> [WORK INSTRUCTIONS]:
Copy out, from the data, each line containing the string "Freeway".

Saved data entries

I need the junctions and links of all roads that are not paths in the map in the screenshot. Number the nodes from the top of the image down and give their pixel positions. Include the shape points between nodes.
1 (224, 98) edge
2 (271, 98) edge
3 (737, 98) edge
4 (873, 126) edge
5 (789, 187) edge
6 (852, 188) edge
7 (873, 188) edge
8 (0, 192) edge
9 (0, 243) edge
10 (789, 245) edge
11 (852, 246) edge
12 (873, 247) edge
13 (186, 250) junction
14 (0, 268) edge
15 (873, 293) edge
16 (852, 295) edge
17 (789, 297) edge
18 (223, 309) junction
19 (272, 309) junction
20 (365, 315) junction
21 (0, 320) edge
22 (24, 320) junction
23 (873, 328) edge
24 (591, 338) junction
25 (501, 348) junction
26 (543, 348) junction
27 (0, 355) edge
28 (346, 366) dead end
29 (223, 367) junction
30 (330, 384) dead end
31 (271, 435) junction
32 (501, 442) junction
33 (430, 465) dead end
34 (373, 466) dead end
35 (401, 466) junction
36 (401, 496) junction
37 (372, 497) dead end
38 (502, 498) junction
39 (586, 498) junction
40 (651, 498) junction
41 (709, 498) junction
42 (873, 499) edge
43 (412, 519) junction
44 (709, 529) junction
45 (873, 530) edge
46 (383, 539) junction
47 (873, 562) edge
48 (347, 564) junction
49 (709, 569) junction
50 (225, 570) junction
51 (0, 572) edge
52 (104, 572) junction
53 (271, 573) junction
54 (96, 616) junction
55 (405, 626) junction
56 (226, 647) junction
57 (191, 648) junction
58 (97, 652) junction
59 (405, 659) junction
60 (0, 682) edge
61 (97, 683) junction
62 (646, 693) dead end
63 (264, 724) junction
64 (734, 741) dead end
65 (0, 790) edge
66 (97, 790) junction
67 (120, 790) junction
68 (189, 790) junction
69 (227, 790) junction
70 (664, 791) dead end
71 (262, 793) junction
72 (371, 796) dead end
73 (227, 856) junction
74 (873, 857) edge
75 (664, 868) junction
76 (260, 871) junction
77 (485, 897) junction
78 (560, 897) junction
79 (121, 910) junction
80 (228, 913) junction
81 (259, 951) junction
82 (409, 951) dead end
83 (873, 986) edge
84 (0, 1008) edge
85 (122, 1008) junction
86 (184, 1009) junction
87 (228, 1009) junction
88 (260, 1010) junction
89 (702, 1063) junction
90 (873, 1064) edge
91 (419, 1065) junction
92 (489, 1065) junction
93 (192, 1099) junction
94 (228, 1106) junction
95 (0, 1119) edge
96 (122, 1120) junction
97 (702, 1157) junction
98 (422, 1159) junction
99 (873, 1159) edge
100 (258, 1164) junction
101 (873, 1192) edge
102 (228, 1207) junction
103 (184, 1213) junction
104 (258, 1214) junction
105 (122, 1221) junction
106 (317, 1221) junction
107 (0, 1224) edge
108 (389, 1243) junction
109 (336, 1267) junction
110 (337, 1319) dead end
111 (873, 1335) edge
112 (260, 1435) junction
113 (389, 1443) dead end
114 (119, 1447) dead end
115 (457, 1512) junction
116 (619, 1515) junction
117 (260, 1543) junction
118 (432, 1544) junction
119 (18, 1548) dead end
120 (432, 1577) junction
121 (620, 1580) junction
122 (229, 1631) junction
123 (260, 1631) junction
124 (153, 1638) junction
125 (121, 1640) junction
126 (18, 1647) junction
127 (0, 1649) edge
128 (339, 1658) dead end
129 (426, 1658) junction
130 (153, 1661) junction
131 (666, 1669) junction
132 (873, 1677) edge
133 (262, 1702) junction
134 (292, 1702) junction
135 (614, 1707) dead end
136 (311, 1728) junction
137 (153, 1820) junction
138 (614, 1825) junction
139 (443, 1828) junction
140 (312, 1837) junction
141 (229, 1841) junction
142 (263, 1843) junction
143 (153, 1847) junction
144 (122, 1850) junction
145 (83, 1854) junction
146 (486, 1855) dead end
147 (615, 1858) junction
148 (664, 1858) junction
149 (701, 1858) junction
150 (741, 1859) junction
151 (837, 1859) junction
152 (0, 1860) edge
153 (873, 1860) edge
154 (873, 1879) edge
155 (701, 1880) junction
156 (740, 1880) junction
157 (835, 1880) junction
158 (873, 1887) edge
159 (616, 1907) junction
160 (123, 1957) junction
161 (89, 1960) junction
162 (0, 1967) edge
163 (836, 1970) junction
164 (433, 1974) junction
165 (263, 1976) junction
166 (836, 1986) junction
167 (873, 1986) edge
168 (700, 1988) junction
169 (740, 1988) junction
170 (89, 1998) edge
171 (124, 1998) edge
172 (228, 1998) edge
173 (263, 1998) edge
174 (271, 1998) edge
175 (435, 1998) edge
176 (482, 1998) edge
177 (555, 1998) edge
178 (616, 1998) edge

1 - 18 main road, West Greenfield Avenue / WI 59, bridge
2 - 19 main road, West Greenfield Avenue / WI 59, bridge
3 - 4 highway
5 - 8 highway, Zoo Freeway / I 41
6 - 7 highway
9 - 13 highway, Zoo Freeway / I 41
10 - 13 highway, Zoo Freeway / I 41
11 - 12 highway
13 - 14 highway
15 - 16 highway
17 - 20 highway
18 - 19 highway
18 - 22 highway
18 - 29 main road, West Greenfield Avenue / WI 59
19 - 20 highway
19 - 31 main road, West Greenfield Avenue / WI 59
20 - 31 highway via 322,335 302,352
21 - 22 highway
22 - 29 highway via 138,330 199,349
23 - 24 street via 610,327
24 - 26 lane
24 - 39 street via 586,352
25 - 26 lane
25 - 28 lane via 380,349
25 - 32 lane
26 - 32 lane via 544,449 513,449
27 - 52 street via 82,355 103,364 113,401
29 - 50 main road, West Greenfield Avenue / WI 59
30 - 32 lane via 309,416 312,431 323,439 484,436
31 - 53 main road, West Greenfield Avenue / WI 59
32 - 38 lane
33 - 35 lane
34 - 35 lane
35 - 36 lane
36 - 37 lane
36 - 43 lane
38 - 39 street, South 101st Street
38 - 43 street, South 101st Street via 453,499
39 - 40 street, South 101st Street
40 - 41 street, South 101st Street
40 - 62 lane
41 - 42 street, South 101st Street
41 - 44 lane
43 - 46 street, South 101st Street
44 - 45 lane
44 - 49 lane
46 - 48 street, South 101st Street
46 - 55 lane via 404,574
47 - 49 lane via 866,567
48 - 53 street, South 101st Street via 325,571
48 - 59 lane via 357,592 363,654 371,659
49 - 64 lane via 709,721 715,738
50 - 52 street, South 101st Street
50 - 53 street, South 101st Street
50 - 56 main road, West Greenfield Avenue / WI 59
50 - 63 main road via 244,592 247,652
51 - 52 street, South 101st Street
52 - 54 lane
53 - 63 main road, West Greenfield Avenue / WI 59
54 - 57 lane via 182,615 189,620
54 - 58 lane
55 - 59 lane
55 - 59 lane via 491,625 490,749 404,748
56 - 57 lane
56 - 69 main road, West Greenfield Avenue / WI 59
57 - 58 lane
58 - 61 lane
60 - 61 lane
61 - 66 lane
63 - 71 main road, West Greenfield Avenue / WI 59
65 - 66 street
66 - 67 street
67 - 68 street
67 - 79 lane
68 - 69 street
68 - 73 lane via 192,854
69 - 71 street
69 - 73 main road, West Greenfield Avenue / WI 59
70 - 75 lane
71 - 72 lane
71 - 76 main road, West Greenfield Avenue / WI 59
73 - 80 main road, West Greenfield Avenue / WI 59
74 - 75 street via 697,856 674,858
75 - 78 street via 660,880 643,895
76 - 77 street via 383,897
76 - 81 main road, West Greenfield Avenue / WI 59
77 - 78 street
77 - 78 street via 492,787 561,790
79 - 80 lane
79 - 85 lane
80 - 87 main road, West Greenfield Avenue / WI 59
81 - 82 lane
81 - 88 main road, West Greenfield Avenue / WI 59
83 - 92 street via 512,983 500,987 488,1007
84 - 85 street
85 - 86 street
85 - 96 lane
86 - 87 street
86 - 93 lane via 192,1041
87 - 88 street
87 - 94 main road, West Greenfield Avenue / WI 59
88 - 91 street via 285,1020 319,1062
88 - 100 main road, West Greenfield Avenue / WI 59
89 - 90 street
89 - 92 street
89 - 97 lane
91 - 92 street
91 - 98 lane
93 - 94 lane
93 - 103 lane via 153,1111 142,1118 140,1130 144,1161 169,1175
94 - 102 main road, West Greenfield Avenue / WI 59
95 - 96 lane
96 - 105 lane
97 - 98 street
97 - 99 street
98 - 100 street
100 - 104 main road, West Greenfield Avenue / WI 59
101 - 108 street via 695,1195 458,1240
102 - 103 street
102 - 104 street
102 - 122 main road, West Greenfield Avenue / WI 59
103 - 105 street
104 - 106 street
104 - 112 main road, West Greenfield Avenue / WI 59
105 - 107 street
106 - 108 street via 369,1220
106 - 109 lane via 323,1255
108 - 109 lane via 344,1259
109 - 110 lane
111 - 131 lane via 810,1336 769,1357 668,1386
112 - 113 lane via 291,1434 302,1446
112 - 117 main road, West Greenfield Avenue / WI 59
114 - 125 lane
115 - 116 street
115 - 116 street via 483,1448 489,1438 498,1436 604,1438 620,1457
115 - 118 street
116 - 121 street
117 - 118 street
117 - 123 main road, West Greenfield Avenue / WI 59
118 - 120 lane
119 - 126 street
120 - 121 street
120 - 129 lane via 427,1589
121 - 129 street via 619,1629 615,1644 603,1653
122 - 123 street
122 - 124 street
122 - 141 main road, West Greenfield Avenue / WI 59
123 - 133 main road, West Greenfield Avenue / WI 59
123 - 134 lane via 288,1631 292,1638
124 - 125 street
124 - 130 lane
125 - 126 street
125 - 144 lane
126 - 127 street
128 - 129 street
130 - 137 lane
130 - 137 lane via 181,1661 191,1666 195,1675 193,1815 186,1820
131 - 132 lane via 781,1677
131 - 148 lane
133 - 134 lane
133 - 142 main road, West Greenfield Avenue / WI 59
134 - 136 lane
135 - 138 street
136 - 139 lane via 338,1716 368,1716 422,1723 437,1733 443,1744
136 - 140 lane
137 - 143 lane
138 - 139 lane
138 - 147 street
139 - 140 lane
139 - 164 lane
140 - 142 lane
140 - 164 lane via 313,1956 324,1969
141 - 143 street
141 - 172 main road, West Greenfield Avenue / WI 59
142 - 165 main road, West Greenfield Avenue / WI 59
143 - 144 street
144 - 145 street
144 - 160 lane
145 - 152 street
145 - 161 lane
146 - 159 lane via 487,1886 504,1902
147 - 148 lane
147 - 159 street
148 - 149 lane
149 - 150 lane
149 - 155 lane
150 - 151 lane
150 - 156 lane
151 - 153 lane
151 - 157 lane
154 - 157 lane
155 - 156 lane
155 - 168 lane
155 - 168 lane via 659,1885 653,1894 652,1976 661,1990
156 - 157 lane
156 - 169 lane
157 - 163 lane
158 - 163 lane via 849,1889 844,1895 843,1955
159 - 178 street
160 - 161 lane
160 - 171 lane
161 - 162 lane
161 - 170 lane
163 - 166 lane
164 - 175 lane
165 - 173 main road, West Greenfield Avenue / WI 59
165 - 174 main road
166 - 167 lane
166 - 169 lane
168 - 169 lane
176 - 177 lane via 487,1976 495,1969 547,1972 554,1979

> [ANSWER SPACE]:
5 - 8 highway, Zoo Freeway / I 41
9 - 13 highway, Zoo Freeway / I 41
10 - 13 highway, Zoo Freeway / I 41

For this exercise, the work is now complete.